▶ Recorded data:

--- START ---

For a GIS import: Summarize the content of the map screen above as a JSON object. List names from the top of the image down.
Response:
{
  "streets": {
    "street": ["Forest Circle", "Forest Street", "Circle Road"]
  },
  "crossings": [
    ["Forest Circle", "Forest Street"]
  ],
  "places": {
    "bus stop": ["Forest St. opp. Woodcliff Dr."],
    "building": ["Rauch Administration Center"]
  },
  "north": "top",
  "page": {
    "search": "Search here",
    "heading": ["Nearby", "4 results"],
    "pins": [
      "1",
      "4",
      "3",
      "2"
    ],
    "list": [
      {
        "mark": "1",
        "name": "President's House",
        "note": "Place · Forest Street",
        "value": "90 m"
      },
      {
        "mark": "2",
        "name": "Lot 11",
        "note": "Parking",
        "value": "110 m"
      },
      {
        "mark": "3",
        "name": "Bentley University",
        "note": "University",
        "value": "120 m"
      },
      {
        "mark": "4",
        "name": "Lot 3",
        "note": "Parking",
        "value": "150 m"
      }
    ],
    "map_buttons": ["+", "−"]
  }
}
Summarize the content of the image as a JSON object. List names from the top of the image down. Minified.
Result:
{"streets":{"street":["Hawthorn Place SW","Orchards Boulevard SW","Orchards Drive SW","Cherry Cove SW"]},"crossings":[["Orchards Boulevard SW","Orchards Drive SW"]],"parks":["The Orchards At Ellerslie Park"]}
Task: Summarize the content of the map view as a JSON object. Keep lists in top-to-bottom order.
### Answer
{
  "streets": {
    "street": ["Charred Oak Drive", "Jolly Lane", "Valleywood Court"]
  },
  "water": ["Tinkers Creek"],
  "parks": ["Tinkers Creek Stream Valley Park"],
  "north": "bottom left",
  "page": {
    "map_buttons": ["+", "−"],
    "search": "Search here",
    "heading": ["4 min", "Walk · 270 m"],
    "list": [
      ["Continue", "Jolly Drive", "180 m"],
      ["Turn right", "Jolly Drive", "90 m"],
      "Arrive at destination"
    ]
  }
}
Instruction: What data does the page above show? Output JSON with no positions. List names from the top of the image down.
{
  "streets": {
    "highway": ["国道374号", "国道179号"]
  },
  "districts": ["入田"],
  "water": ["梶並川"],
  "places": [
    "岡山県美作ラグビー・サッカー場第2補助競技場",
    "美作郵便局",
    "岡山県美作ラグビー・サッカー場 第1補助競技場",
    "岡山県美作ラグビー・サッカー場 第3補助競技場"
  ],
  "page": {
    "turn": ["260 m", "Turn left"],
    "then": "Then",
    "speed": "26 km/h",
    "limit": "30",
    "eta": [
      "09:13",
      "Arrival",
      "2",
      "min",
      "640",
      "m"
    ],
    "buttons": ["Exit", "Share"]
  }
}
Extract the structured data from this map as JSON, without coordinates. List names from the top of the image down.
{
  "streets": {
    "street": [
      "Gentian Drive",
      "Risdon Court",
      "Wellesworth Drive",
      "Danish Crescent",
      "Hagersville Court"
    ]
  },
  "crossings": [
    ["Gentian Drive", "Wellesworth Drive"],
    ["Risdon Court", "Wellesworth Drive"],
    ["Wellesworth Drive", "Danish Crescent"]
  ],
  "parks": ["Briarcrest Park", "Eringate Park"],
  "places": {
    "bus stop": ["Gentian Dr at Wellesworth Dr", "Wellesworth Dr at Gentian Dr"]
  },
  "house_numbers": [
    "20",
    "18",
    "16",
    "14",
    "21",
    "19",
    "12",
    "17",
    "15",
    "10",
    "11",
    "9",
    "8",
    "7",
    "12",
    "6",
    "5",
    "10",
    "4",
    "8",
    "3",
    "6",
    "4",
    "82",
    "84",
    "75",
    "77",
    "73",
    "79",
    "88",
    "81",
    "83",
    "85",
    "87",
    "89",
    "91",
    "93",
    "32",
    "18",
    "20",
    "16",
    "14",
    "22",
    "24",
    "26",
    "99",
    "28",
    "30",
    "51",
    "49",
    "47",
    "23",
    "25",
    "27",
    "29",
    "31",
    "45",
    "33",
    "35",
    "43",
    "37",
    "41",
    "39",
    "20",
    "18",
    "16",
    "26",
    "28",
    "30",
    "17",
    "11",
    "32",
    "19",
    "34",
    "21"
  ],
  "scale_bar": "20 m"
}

--- END ---

▶ WHAT IS BEING ASKED: Would you write down every record again, exactly?

▶ ANSWER SECTION:
For a GIS import: Summarize the content of the map screen above as a JSON object. List names from the top of the image down.
Response:
{
  "streets": {
    "street": ["Forest Circle", "Forest Street", "Circle Road"]
  },
  "crossings": [
    ["Forest Circle", "Forest Street"]
  ],
  "places": {
    "bus stop": ["Forest St. opp. Woodcliff Dr."],
    "building": ["Rauch Administration Center"]
  },
  "north": "top",
  "page": {
    "search": "Search here",
    "heading": ["Nearby", "4 results"],
    "pins": [
      "1",
      "4",
      "3",
      "2"
    ],
    "list": [
      {
        "mark": "1",
        "name": "President's House",
        "note": "Place · Forest Street",
        "value": "90 m"
      },
      {
        "mark": "2",
        "name": "Lot 11",
        "note": "Parking",
        "value": "110 m"
      },
      {
        "mark": "3",
        "name": "Bentley University",
        "note": "University",
        "value": "120 m"
      },
      {
        "mark": "4",
        "name": "Lot 3",
        "note": "Parking",
        "value": "150 m"
      }
    ],
    "map_buttons": ["+", "−"]
  }
}
Summarize the content of the image as a JSON object. List names from the top of the image down. Minified.
Result:
{"streets":{"street":["Hawthorn Place SW","Orchards Boulevard SW","Orchards Drive SW","Cherry Cove SW"]},"crossings":[["Orchards Boulevard SW","Orchards Drive SW"]],"parks":["The Orchards At Ellerslie Park"]}
Task: Summarize the content of the map view as a JSON object. Keep lists in top-to-bottom order.
### Answer
{
  "streets": {
    "street": ["Charred Oak Drive", "Jolly Lane", "Valleywood Court"]
  },
  "water": ["Tinkers Creek"],
  "parks": ["Tinkers Creek Stream Valley Park"],
  "north": "bottom left",
  "page": {
    "map_buttons": ["+", "−"],
    "search": "Search here",
    "heading": ["4 min", "Walk · 270 m"],
    "list": [
      ["Continue", "Jolly Drive", "180 m"],
      ["Turn right", "Jolly Drive", "90 m"],
      "Arrive at destination"
    ]
  }
}
Instruction: What data does the page above show? Output JSON with no positions. List names from the top of the image down.
{
  "streets": {
    "highway": ["国道374号", "国道179号"]
  },
  "districts": ["入田"],
  "water": ["梶並川"],
  "places": [
    "岡山県美作ラグビー・サッカー場第2補助競技場",
    "美作郵便局",
    "岡山県美作ラグビー・サッカー場 第1補助競技場",
    "岡山県美作ラグビー・サッカー場 第3補助競技場"
  ],
  "page": {
    "turn": ["260 m", "Turn left"],
    "then": "Then",
    "speed": "26 km/h",
    "limit": "30",
    "eta": [
      "09:13",
      "Arrival",
      "2",
      "min",
      "640",
      "m"
    ],
    "buttons": ["Exit", "Share"]
  }
}
Extract the structured data from this map as JSON, without coordinates. List names from the top of the image down.
{
  "streets": {
    "street": [
      "Gentian Drive",
      "Risdon Court",
      "Wellesworth Drive",
      "Danish Crescent",
      "Hagersville Court"
    ]
  },
  "crossings": [
    ["Gentian Drive", "Wellesworth Drive"],
    ["Risdon Court", "Wellesworth Drive"],
    ["Wellesworth Drive", "Danish Crescent"]
  ],
  "parks": ["Briarcrest Park", "Eringate Park"],
  "places": {
    "bus stop": ["Gentian Dr at Wellesworth Dr", "Wellesworth Dr at Gentian Dr"]
  },
  "house_numbers": [
    "20",
    "18",
    "16",
    "14",
    "21",
    "19",
    "12",
    "17",
    "15",
    "10",
    "11",
    "9",
    "8",
    "7",
    "12",
    "6",
    "5",
    "10",
    "4",
    "8",
    "3",
    "6",
    "4",
    "82",
    "84",
    "75",
    "77",
    "73",
    "79",
    "88",
    "81",
    "83",
    "85",
    "87",
    "89",
    "91",
    "93",
    "32",
    "18",
    "20",
    "16",
    "14",
    "22",
    "24",
    "26",
    "99",
    "28",
    "30",
    "51",
    "49",
    "47",
    "23",
    "25",
    "27",
    "29",
    "31",
    "45",
    "33",
    "35",
    "43",
    "37",
    "41",
    "39",
    "20",
    "18",
    "16",
    "26",
    "28",
    "30",
    "17",
    "11",
    "32",
    "19",
    "34",
    "21"
  ],
  "scale_bar": "20 m"
}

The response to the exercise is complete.